I think you need to remove this argument from your mind and if this behaviour is not consistent throughout all parts of your relationship, then just don't communicate with them about your ex or any relationships. Build a support network you can do this with, and do the things with your mum that she is able to do.

I hope that makes sense. I find it so hard to realise that my parents are fallible, in some ways hugely so, but it is my responsibility to accept them for the way they are and build my relationship with them around that. If I dwell on what they sometimes say, my mind frazzles because I have a compulsion to correct them, but a 10% bad and 90% loving and caring relationship is worth me learning tolerance for some of the crap they come out with. They don't mean it, it is their own flaws, and I am learning to laugh at it as they are people who make mistakes too.

AbbyLockhart Mon 31-Dec-12 00:33:36

letsmakecookies. Your post gave me a lot to think about as you are right in that there are aspects of my relationship with my Mum that are very good, I haven't posted because I have been thinking about if it's possible to move forward on limited terms but at the same time I also feel that they've only been that good because I policed them so strictly iyswim? Eg when I first had dc my parents were very negative about them and my parenting and I came down on it like a ton of bricks. Seems I was stronger for dc than I could be for myself. So from this my Mum knows my dc are off limits.

However I have confided in depth about my marriage to her and at the first sign of conflict that was the weapon she used, she immediately went to my most vulnerable place and attacked it and she knew what she was doing. I could never say this to anyone that had been through what I have yet she said it with no qualms to a supposedly loved child. That's what I can't get over, it feels like pure spite, especially as I had told her how awful it made me feel to be called weak during the relationship. I feel that she WANTED to hurt me as badly as possible. She had this kind of smug look on her face after she said it.

I will never tell her anything personal again that's for sure but there are other stresses too eg my Dad gets very stressed and angry with my dc for just being dc, shouts at them etc for no good reason.

I feel almost as if I have shown weakness to her and she has jumped right in and used it to her advantage to go on the attack and get things back to how they used to be when I was younger with her being as abusive as she felt like being. I've held her off for years but this was her chance and she took it.

Don't know if I am being clear or just rambling now. It's certainly good to get it out.

chipmonkey Mon 31-Dec-12 01:21:32

You don't have to forgive her, Abby.

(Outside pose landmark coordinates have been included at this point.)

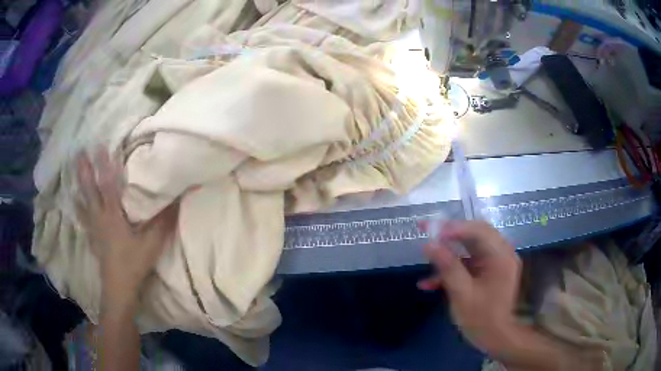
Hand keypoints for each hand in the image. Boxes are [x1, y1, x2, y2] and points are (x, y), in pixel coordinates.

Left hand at [76, 149, 177, 306]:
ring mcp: (93, 228)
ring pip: (83, 202)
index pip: (107, 185)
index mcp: (113, 216)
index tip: (100, 145)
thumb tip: (180, 197)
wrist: (119, 287)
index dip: (104, 165)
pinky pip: (82, 218)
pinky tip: (75, 202)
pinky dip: (78, 207)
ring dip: (78, 185)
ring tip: (73, 171)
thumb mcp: (153, 243)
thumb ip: (165, 219)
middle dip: (84, 171)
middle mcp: (99, 218)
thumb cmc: (134, 263)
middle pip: (89, 191)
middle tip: (79, 153)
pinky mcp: (92, 238)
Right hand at [418, 221, 521, 355]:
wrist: (496, 338)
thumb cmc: (481, 318)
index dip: (453, 227)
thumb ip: (447, 266)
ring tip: (427, 257)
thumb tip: (429, 244)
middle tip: (427, 231)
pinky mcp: (489, 273)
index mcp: (501, 256)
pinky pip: (470, 263)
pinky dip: (453, 268)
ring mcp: (496, 263)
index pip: (478, 231)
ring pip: (470, 248)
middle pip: (475, 234)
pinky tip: (431, 282)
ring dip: (449, 252)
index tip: (429, 229)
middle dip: (449, 234)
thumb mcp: (462, 293)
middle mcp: (501, 253)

I don't think I could if that was my mother. But my mother would never say things like that to me. I don't think most mothers would. Would you say it to yours?

Greensleeves Mon 31-Dec-12 01:31:01

Your mother is a cruel, abusive bitch who has programmed you to accept abuse and blame yourself for it.

Which makes you fantastic for having got yourself out of an abusive relationship, and for having the bollocks to set boundaries with your mother eve though you know she will hurt you for it.





I cannot stress this enough. Cut her out of your life. She will not get better. You will get hurt, at regular intervals, for the rest of her life, no matter what you do to try and prevent it.

Delayingtactic Mon 31-Dec-12 01:44:51

Gosh. I could never ever trust someone again if they said I deserved to be hit. It is just the most awful awful thing to say. Do you think that she partly wants to believe that so that it excuses her behaviour towards you as a child? In that, it wasn't her failings as a mother but that the problem was you? Please don't take that the wrong way, but I wonder if that's how she subconsciously easing her own guilt.

Letsmakecookies Mon 31-Dec-12 12:24:41

Definitely good to talk about it and get other people's opinions. Only you can know what you want, and you can take your time over deciding. But talking in a safe place is empowering.